Arrestato il 25enne che un anno fa aveva aggredito il giovane 17enne
Giustizia per Daniel
E’ stato arrestato pochi giorni fa il 25enne di origine capoverdiana che il 16 marzo scorso ha aggredito violentemente Daniel, il 17enne di Aprilia finito con gravi lesioni al volto all’ospedale. Sono stati i Carabinieri della sezione radiomobile del Reparto Territoriale di via Tiberio ad eseguire l’ordinanza di custodia cautelare nei confronti del 25enne di origine straniera. Gli arresti sono stati richiesti dalla Procura della Repubblica di Latina che ha coordinato l’attività di indagine. Fondamentali si sono rivelate le risultanze investigative acquisite già nelle ore successive all’aggressione quando una pattuglia dei carabinieri era intervenuta in via de Gasperi, nel centro di Aprilia, dove si era consumato pochi minuti prima il folle agguato ai danni del 17enne. Il ragazzo stava tornando a casa con la madre dopo aver fatto la spesa. A pochi metri dall’abitazione, mamma e figlio hanno incrociato il 25enne capoverdiano che già da alcuni mesi aveva preso di mira il minorenne. Fino a quel momento, lo straniero si era limitato alle offese e alle minacce più o meno velate.
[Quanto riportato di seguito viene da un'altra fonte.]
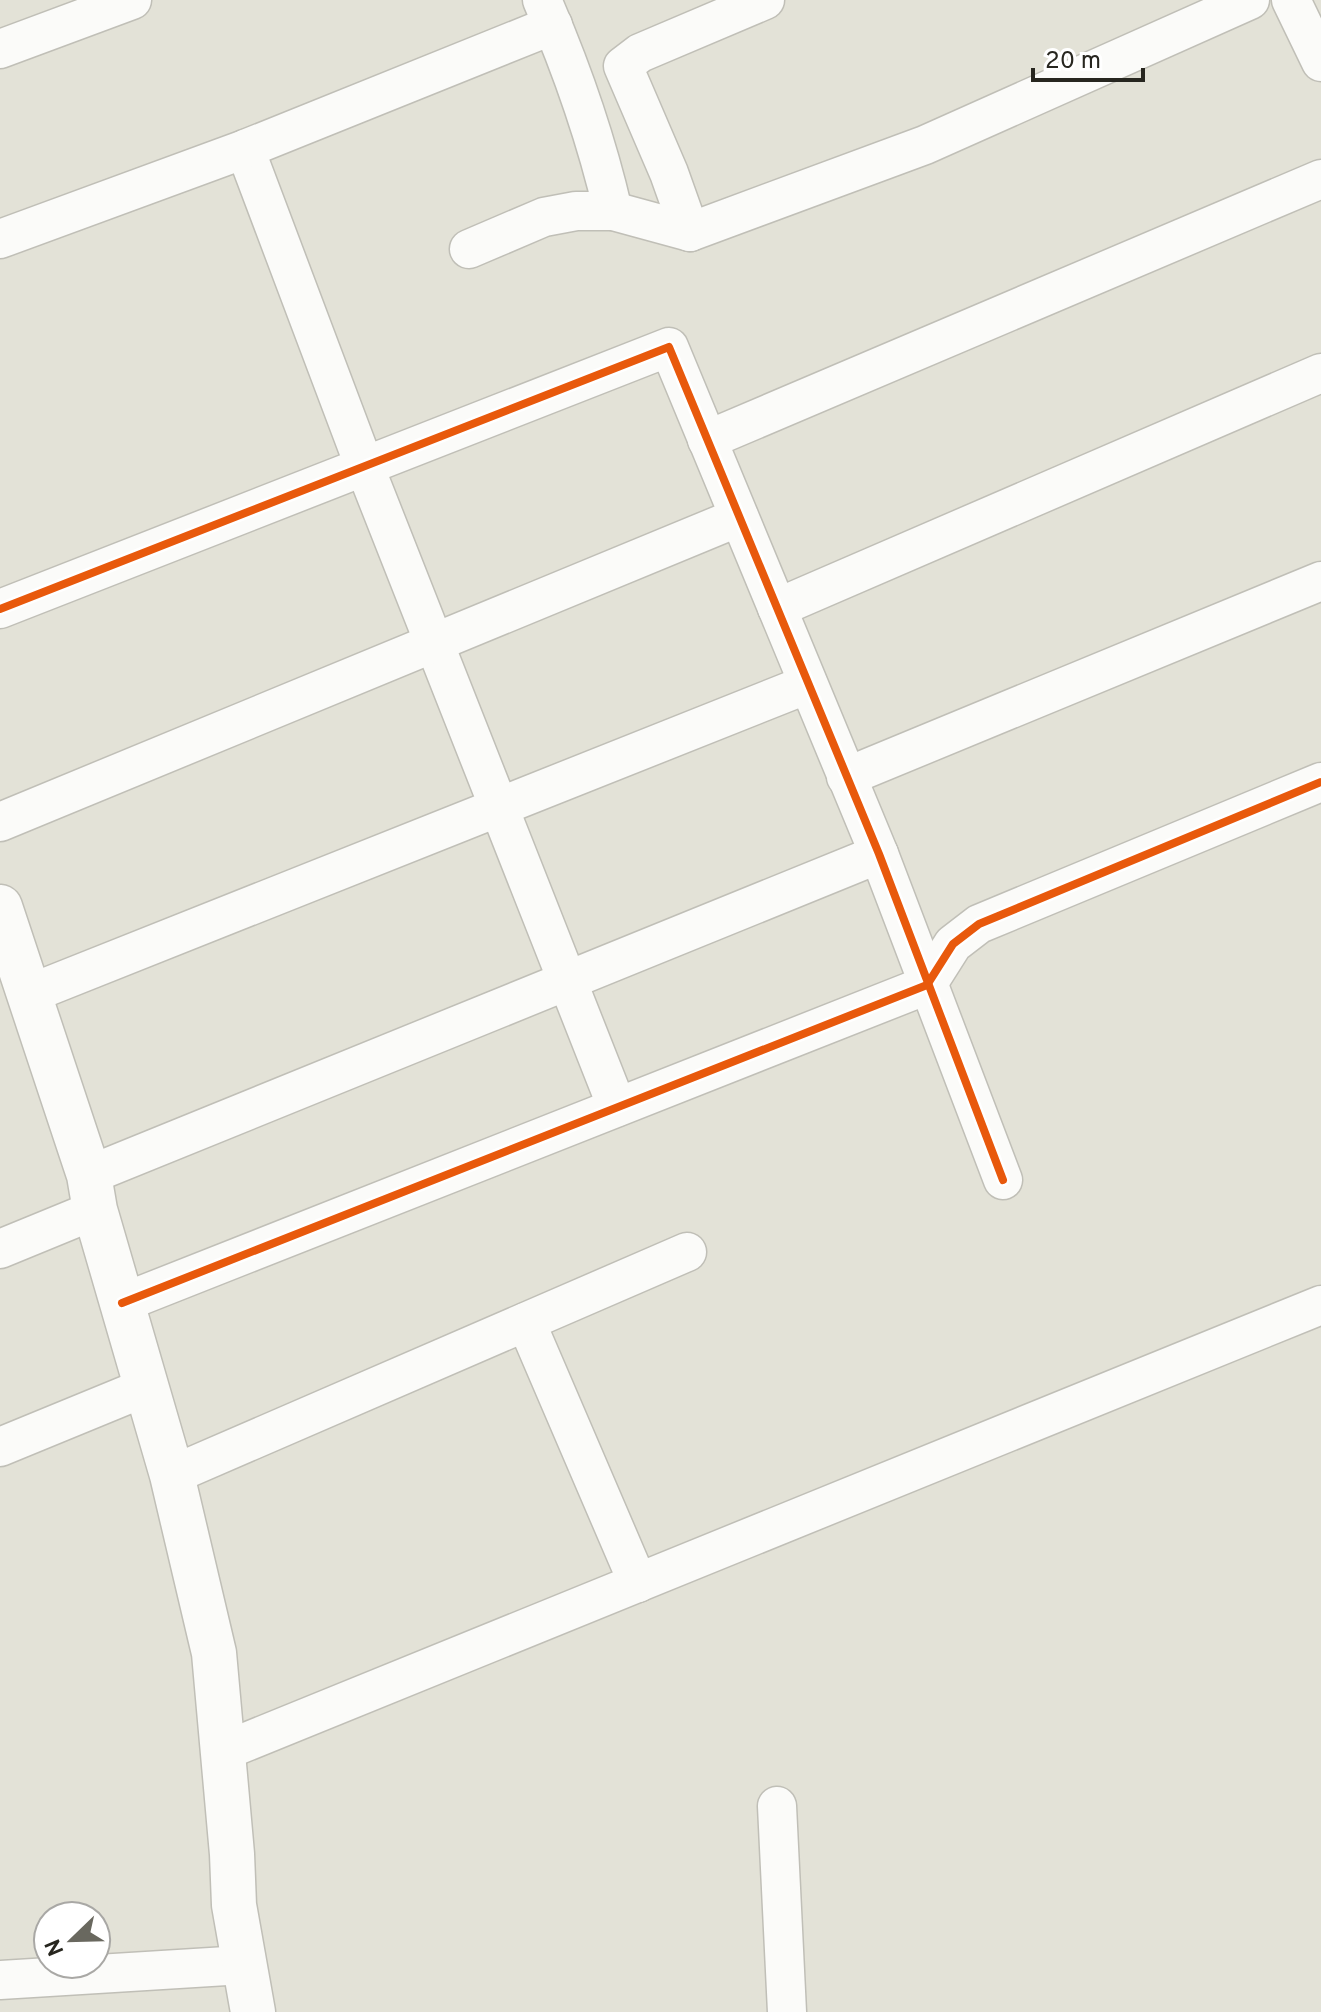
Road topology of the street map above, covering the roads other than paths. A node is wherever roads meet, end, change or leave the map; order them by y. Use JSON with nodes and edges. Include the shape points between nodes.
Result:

Quella mattina, invece, quando ha visto Daniel con la madre ha deciso di entrare in azione. Prima gli si è avvicinato provocandolo. Poi, senza attendere neanche una risposta del giovane, gli ha sferrato un pugno al volto, forse stringendo tra le dita anche un tirapugni. Un colpo tremendo, violentissimo. Daniel che cade a terra con il viso tumefatto. A quel punto la madre ha urlato chiedendo aiuto ai passanti. Intanto il 25enne si è immediatamente dileguato, facendo perdere le proprie tracce. In via de Gasperi le tracce dell’aggressione erano ben visibili con macchie di sangue evidenti sull’asfalto. Poi l’arrivo dei carabinieri e degli agenti del commissariato di Aprilia insieme agli operatori sanitari del 118.
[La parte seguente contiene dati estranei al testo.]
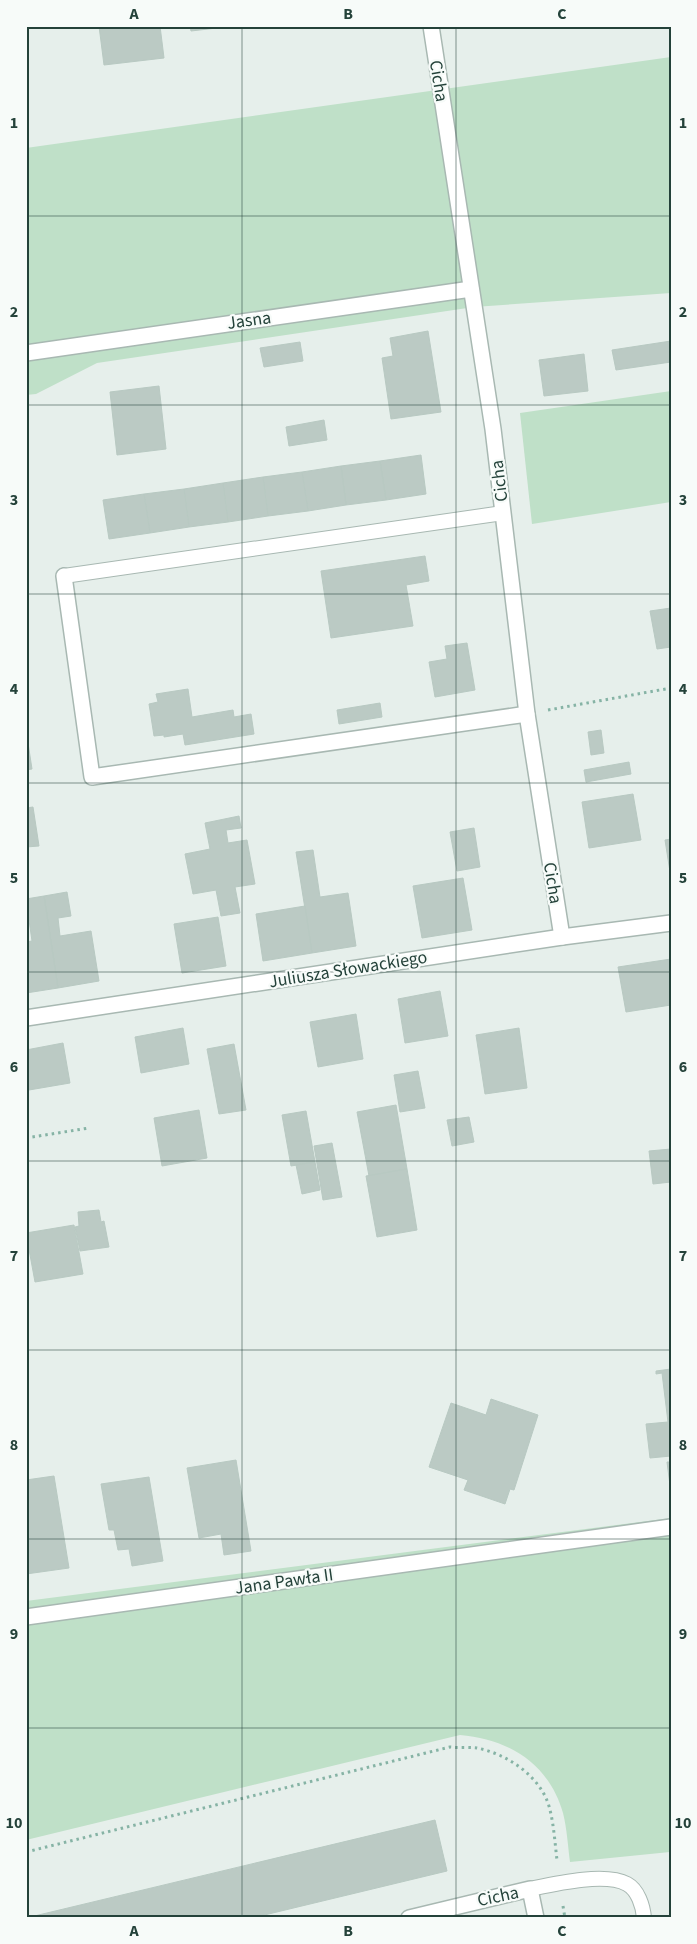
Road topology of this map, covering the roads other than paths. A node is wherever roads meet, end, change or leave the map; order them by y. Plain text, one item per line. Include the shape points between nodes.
1 (431, 26) edge
2 (471, 289) junction
3 (26, 353) edge
4 (503, 513) junction
5 (64, 576) joint
6 (527, 714) junction
7 (671, 924) edge
8 (562, 937) junction
9 (26, 1018) edge
10 (671, 1527) edge
11 (26, 1617) edge
12 (530, 1889) junction
13 (409, 1918) edge
14 (536, 1918) edge
15 (644, 1918) edge

1 - 2 street, Cicha
2 - 3 street, Jasna
2 - 4 street, Cicha
4 - 5 lane
4 - 6 street, Cicha
5 - 6 street via 92,777
6 - 8 street, Cicha
7 - 8 street, Juliusza Słowackiego
8 - 9 street, Juliusza Słowackiego
10 - 11 street, Jana Pawła II
12 - 13 street, Cicha
12 - 14 street, Cicha
12 - 15 lane via 602,1878 628,1884 640,1898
Daniel è stato poi trasportato d’urgenza all’ospedale dove i medici gli hanno subito riscontrato una frattura scomposta bifocale della mandibola, con necessità di un intervento chirurgico. L’operazione è poi è stata eseguita nei giorni seguenti ed ha avuto un esito positivo, anche se un nervo rischia di rimanere compromesso per sempre. Nel frattempo l’aggressore, seppur identificato quasi subito dai carabinieri, riesce a “cavarsela” con una denuncia a piede libero. E quando la famiglia del minorenne lo scopre, esplode in un grido di rabbia. In città monta il caso, anche sospinto dalle parole pubblicate sui social dalla madre che fin da subito chiede giustizia per il figlio. La famiglia, con gli amici di Daniel ed i suoi compagni di scuola, si attivano per organizzare un flashmob. Una manifestazione contro la violenza che viene poi realizzata il sabato successivo. Anche in quel caso tutti tornano a chiedere giustizia per il 17enne aggredito. Una intera comunità rimasta scioccata per tanta violenza e barbarie ingiustificata. Intanto, le indagini dei carabinieri non si fermano. E alla fine le prove raccolte dai militari del reparto territoriale di via Tiberio danno i loro frutti. Tanto che i carabinieri lo hanno poi raggiunto nella sua abitazione e lo hanno tratto in arresto. Al termine delle operazioni di identificazione avvenute in caserma, il 25enne è stato poi trasferito in carcere a Latina a disposizione dell’autorità giudiziaria.